Notes – Tidy Data

by Hadley Wickham

White paper these notes are from.

p.1
- Tidy datasets are easy to manipulate, model and visualise, and have a specic structure each variable is a column, each observation is a row, and each type of observational unit is a table. This framework makes it easy to tidy messy datasets because only a small set of tools are needed to deal with a wide range of un-tidy datasets.
p. 4
- Tidy data is a standard way of mapping the meaning of a dataset to its structure. A dataset is messy or tidy depending on how rows, columns and tables are matched up with observations, variables and types. In tidy data:
  1. Each variable forms a column.
  2. Each observation forms a row.
  3. Each type of observational unit forms a table
- p. 5
  - Tidy data is particularly well suited for vectorised programming languages like R, because the layout ensures that values of diﬀerent variables from the same observation are always paired.
  - Fixed variables should come ﬁrst, followed by measured variables, each ordered so that related variables are contiguous. Rows can then be ordered by the ﬁrst variable, breaking ties with the second and subsequent (ﬁxed) variables.
  - most messy datasets, including types of messiness not explicitly described above, can be tidied with a small set of tools: melting, string splitting, and casting.
  - The complete datasets and the R code used to tidy them are available online at https://github.com/hadley/tidy-data,
- p. 6
  - The result of melting is a molten dataset
- p.12
  - 3.5. One type in multiple tables
    - It’s also common to ﬁnd data values about a single type of observational unit spread out over multiple tables or ﬁles. These tables and ﬁles are often split up by another variable, so that each represents a single year, person, or location.

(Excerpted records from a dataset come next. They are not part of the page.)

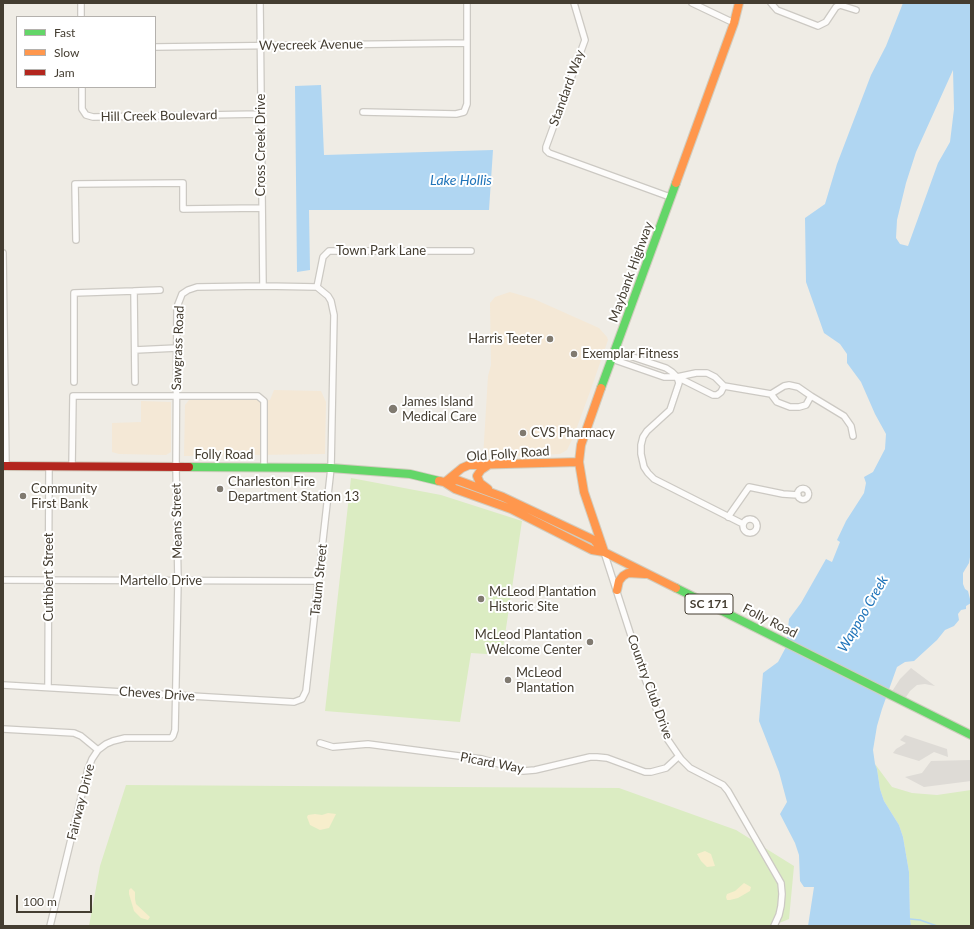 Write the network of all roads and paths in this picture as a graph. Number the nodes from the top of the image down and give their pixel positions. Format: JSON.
{"nodes":[{"id":1,"x":81,"y":3,"type":"edge"},
{"id":2,"x":260,"y":3,"type":"edge"},
{"id":3,"x":467,"y":3,"type":"edge"},
{"id":4,"x":574,"y":3,"type":"edge"},
{"id":5,"x":692,"y":3,"type":"edge"},
{"id":6,"x":739,"y":3,"type":"edge"},
{"id":7,"x":772,"y":3,"type":"edge"},
{"id":8,"x":856,"y":10,"type":"dead end"},
{"id":9,"x":81,"y":16,"type":"edge"},
{"id":10,"x":734,"y":23,"type":"junction"},
{"id":11,"x":467,"y":43,"type":"junction"},
{"id":12,"x":261,"y":46,"type":"junction"},
{"id":13,"x":156,"y":47,"type":"edge"},
{"id":14,"x":82,"y":88,"type":"edge"},
{"id":15,"x":362,"y":112,"type":"dead end"},
{"id":16,"x":261,"y":114,"type":"junction"},
{"id":17,"x":670,"y":197,"type":"junction"},
{"id":18,"x":261,"y":208,"type":"junction"},
{"id":19,"x":76,"y":240,"type":"dead end"},
{"id":20,"x":471,"y":251,"type":"dead end"},
{"id":21,"x":3,"y":253,"type":"edge"},
{"id":22,"x":3,"y":268,"type":"edge"},
{"id":23,"x":263,"y":286,"type":"junction"},
{"id":24,"x":317,"y":287,"type":"junction"},
{"id":25,"x":160,"y":290,"type":"dead end"},
{"id":26,"x":134,"y":291,"type":"junction"},
{"id":27,"x":177,"y":348,"type":"junction"},
{"id":28,"x":135,"y":350,"type":"junction"},
{"id":29,"x":615,"y":351,"type":"junction"},
{"id":30,"x":612,"y":359,"type":"junction"},
{"id":31,"x":677,"y":376,"type":"junction"},
{"id":32,"x":74,"y":382,"type":"dead end"},
{"id":33,"x":135,"y":382,"type":"dead end"},
{"id":34,"x":724,"y":386,"type":"junction"},
{"id":35,"x":771,"y":394,"type":"junction"},
{"id":36,"x":176,"y":396,"type":"junction"},
{"id":37,"x":811,"y":396,"type":"junction"},
{"id":38,"x":853,"y":436,"type":"dead end"},
{"id":39,"x":579,"y":462,"type":"junction"},
{"id":40,"x":490,"y":464,"type":"junction"},
{"id":41,"x":4,"y":466,"type":"edge"},
{"id":42,"x":49,"y":466,"type":"junction"},
{"id":43,"x":72,"y":467,"type":"junction"},
{"id":44,"x":176,"y":467,"type":"junction"},
{"id":45,"x":264,"y":467,"type":"junction"},
{"id":46,"x":332,"y":468,"type":"junction"},
{"id":47,"x":444,"y":482,"type":"junction"},
{"id":48,"x":498,"y":494,"type":"junction"},
{"id":49,"x":798,"y":496,"type":"dead end"},
{"id":50,"x":728,"y":517,"type":"junction"},
{"id":51,"x":743,"y":524,"type":"dead end"},
{"id":52,"x":604,"y":552,"type":"junction"},
{"id":53,"x":650,"y":574,"type":"junction"},
{"id":54,"x":3,"y":580,"type":"edge"},
{"id":55,"x":49,"y":581,"type":"junction"},
{"id":56,"x":178,"y":581,"type":"junction"},
{"id":57,"x":319,"y":581,"type":"junction"},
{"id":58,"x":617,"y":590,"type":"junction"},
{"id":59,"x":3,"y":685,"type":"edge"},
{"id":60,"x":48,"y":687,"type":"junction"},
{"id":61,"x":306,"y":692,"type":"joint"},
{"id":62,"x":176,"y":696,"type":"junction"},
{"id":63,"x":3,"y":729,"type":"edge"},
{"id":64,"x":971,"y":735,"type":"edge"},
{"id":65,"x":320,"y":743,"type":"dead end"},
{"id":66,"x":98,"y":750,"type":"junction"},
{"id":67,"x":679,"y":756,"type":"junction"},
{"id":68,"x":50,"y":926,"type":"edge"},
{"id":69,"x":774,"y":926,"type":"edge"}],
"edges":[{"from":1,"to":9,"type":"street"},
{"from":2,"to":12,"type":"street","name":"Cross Creek Drive"},
{"from":3,"to":11,"type":"street"},
{"from":4,"to":17,"type":"street","name":"Standard Way"},
{"from":5,"to":10,"type":"street"},
{"from":6,"to":10,"type":"main road","name":"Maybank Highway"},
{"from":7,"to":8,"type":"street"},
{"from":10,"to":17,"type":"main road","name":"Maybank Highway"},
{"from":11,"to":12,"type":"street","name":"Wyecreek Avenue"},
{"from":11,"to":15,"type":"street"},
{"from":12,"to":13,"type":"street","name":"Wyecreek Avenue"},
{"from":12,"to":16,"type":"street","name":"Cross Creek Drive"},
{"from":14,"to":16,"type":"street","name":"Hill Creek Boulevard"},
{"from":16,"to":18,"type":"street","name":"Cross Creek Drive"},
{"from":17,"to":29,"type":"main road","name":"Maybank Highway"},
{"from":18,"to":19,"type":"street"},
{"from":18,"to":23,"type":"street","name":"Cross Creek Drive"},
{"from":20,"to":24,"type":"street","name":"Town Park Lane"},
{"from":21,"to":22,"type":"street"},
{"from":22,"to":41,"type":"street"},
{"from":23,"to":24,"type":"street","name":"Sawgrass Road"},
{"from":23,"to":27,"type":"street","name":"Sawgrass Road"},
{"from":24,"to":46,"type":"street"},
{"from":25,"to":26,"type":"street"},
{"from":26,"to":28,"type":"street"},
{"from":26,"to":32,"type":"street"},
{"from":27,"to":28,"type":"street"},
{"from":27,"to":36,"type":"street","name":"Sawgrass Road"},
{"from":28,"to":33,"type":"street"},
{"from":29,"to":30,"type":"main road","name":"Maybank Highway"},
{"from":29,"to":31,"type":"street"},
{"from":30,"to":31,"type":"street"},
{"from":30,"to":39,"type":"main road","name":"Maybank Highway"},
{"from":31,"to":34,"type":"street"},
{"from":31,"to":34,"type":"street"},
{"from":31,"to":50,"type":"street"},
{"from":34,"to":35,"type":"street"},
{"from":35,"to":37,"type":"street"},
{"from":35,"to":37,"type":"street"},
{"from":36,"to":43,"type":"street"},
{"from":36,"to":44,"type":"street","name":"Sawgrass Road"},
{"from":36,"to":45,"type":"street"},
{"from":37,"to":38,"type":"street"},
{"from":39,"to":40,"type":"main road","name":"Old Folly Road"},
{"from":39,"to":52,"type":"main road","name":"Maybank Highway"},
{"from":40,"to":47,"type":"main road","name":"Old Folly Road"},
{"from":40,"to":48,"type":"main road"},
{"from":41,"to":42,"type":"main road","name":"Folly Road"},
{"from":42,"to":43,"type":"main road","name":"Folly Road"},
{"from":42,"to":55,"type":"street","name":"Cuthbert Street"},
{"from":43,"to":44,"type":"main road","name":"Folly Road"},
{"from":44,"to":45,"type":"main road","name":"Folly Road"},
{"from":44,"to":56,"type":"street","name":"Means Street"},
{"from":45,"to":46,"type":"main road","name":"Folly Road"},
{"from":46,"to":47,"type":"main road","name":"Folly Road"},
{"from":46,"to":57,"type":"street","name":"Tatum Street"},
{"from":47,"to":48,"type":"main road","name":"Folly Road"},
{"from":47,"to":52,"type":"main road","name":"Folly Road"},
{"from":48,"to":52,"type":"main road","name":"Folly Road"},
{"from":49,"to":50,"type":"street"},
{"from":50,"to":51,"type":"street"},
{"from":52,"to":53,"type":"main road","name":"Folly Road","number":"SC 171"},
{"from":52,"to":58,"type":"street","name":"Country Club Drive"},
{"from":53,"to":58,"type":"main road"},
{"from":53,"to":64,"type":"main road","name":"Folly Road","number":"SC 171"},
{"from":54,"to":55,"type":"street","name":"Martello Drive"},
{"from":55,"to":56,"type":"street","name":"Martello Drive"},
{"from":55,"to":60,"type":"street","name":"Cuthbert Street"},
{"from":56,"to":57,"type":"street","name":"Martello Drive"},
{"from":56,"to":62,"type":"street","name":"Means Street"},
{"from":57,"to":61,"type":"street","name":"Tatum Street"},
{"from":58,"to":67,"type":"street","name":"Country Club Drive"},
{"from":59,"to":60,"type":"street","name":"Cheves Drive"},
{"from":60,"to":62,"type":"street","name":"Cheves Drive"},
{"from":61,"to":62,"type":"street","name":"Cheves Drive"},
{"from":62,"to":66,"type":"street","name":"Fairway Drive"},
{"from":63,"to":66,"type":"street"},
{"from":65,"to":67,"type":"street","name":"Picard Way"},
{"from":66,"to":68,"type":"street","name":"Fairway Drive"},
{"from":67,"to":69,"type":"street","name":"Country Club Drive"}]}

As long as the format for individual records is consistent, this is an easy problem to ﬁx:
      1. Read the ﬁles into a list of tables.
      2. For each table, add a new column that records the original ﬁle name (because the ﬁle name is often the value of an important variable).
      3. Combine all tables into a single table.
    - The plyr package makes this a straightforward task in R. The following code generates a vector of ﬁle names in a directory (data/) which match a regular expression (ends in .csv). Next we name each element of the vector with the name of the ﬁle. We do this because plyr will preserve the names in the following step, ensuring that each row in the ﬁnal data frame is labelled with its source. Finally, ldply() loops over each path, reading in the csv ﬁle and combining the results into a single data frame.
    - R> paths <- dir(“data”, pattern = “\\.csv$”, full.names = TRUE)
    - R> names(paths) <- basename(paths)
    - R> ldply(paths, read.csv, stringsAsFactors = FALSE)
    - Once you have a single table, you can perform additional tidying as needed. An example of this type of cleaning can be found at https://github.com/hadley/data-baby-names which takes 129 yearly baby name tables provided by the US Social Security Administration and combines them into a single ﬁle.
  - p. 13
    - Data manipulation includes variable-by-variable transformation (e.g., log or sqrt), as well as aggregation, ﬁltering and reordering. In my experience, these are the four fundamental verbs of data manipulation:
      - Filter: subsetting or removing observations based on some condition.
      - Transform: adding or modifying variables. These modiﬁcations can involve either a single variable (e.g., log-transformation), or multiple variables (e.g., computing density from weight and volume).
      - Aggregate: collapsing multiple values into a single value (e.g., by summing or taking means).
      - Sort: changing the order of observations.
  - p. 14
    - In R, ﬁltering and transforming are performed by the base R functions subset() and transform(). These are input and output-tidy. The aggregate() function performs group-wise aggrega-tion. It is input-tidy. Provided that a single aggregation method is used, it is also output-tidy The plyr package provides tidy summarise() and arrange() functions for aggregation and sorting.
    - Base R possesses a by() function, which is input-tidy, but not output-tidy, because it produces a list. The ddply() function from the plyr package is a tidy alternative.
    - Tidy visualisation tools only need to be input-tidy as their output is visual.

Bio
Latest Posts

Steven Miller

Is a CFA® Charterholder and writer focused on providing people with insight on surviving and thriving in a volatile world.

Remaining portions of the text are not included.